The Surveyed patient group presented different but complementary insights into the factors driving readmissions. The type of referral was again a significant factor—patients admitted as high-risk had a readmission rate of 42%, while those from the Emergency Department had a much lower rate of 6.8%. Regarding the frequency of CHW interactions, patients who received four or more contacts had a readmission rate of 37.8%, which was notably higher than patients who had only one or two contacts, with readmission rates of 3.3% and 4.2%, respectively. Hypertension again emerged as a key factor, with patients with hypertension having a readmission rate of 33.3%, compared to 11.6% for those without hypertension. These findings reiterate the results from the engaged patients in general. The presence of referrals played a crucial role in determining outcomes for the Surveyed group. Patients who received appropriate referrals had a readmission rate of 34.3%, while those without referrals had a significantly lower rate of 12.8%. This finding suggests that while referrals are generally intended to assist patients, there might be mismatches in how these referrals are being used, requiring a reassessment of how resources are being allocated to meet patient needs.
Unsupervised Learning Results
Using the elbow method with our K-Modes clustering, we determined that the optimum number of clusters was three. The clustering uncovered three clusters that were easily categorized based on their engagement based on the percentages of patients that were non-engaged, engaged or surveyed.

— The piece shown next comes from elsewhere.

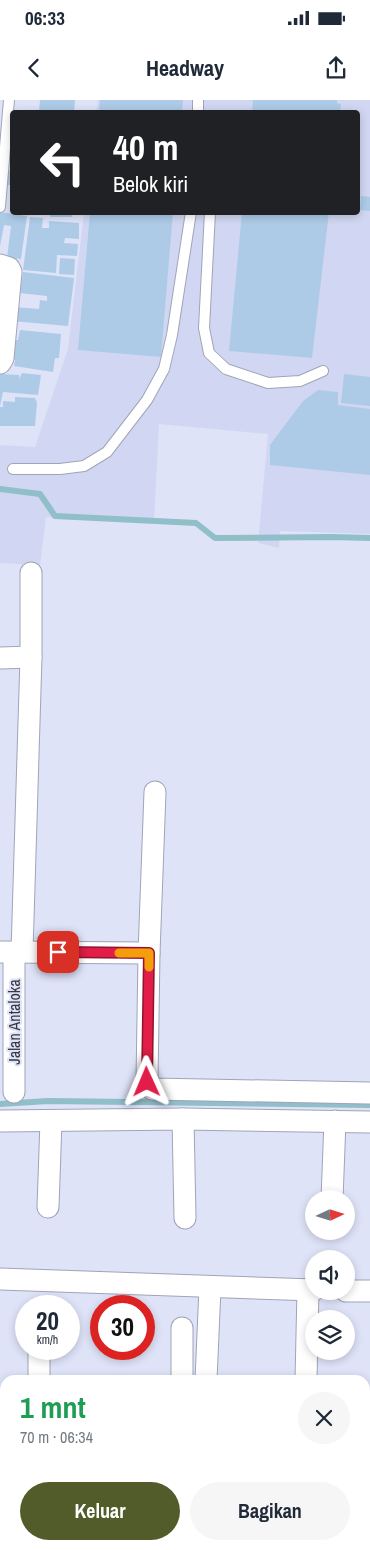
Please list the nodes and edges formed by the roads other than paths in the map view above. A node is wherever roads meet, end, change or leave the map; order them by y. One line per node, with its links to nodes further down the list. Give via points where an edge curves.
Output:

Summary of Clustering Analysis
- Cluster 0 (Largest Group – 47.54%)
- Comprised 1,033 patients with the lowest readmission rate.
- All patients were engaged with CHWs, and around 40% had completed SDoH surveys.
- The findings confirm that engagement reduces readmissions. Increasing survey participation within this group could further improve patient support and monitoring.
- Cluster 1 (Non-Engaged Patients – 33.59%)
- Consisted of 730 patients with the highest readmission rate.
- These patients had lower comorbidity levels and a higher representation of non-Hispanic individuals.
- The lack of engagement suggests a need for greater outreach efforts to encourage CHW participation and reduce readmissions.
- Cluster 2 (High-Engagement, Complex Cases – 18.87%)
- Included 410 patients with high levels of both CHW engagement and SDoH survey participation (96% engaged).
- Despite engagement, this group had relatively higher readmission rates, likely due to comorbidities and social challenges.
- This cluster had the highest percentage of Hispanic patients and the most complex health conditions.
- Findings suggest the need for tailored interventions targeting chronic conditions like hypertension and addressing unmet social needs to improve outcomes.
The clustering analysis highlights that while engagement helps reduce readmissions, additional interventions are required for high-risk groups, particularly those with significant comorbidities and social challenges.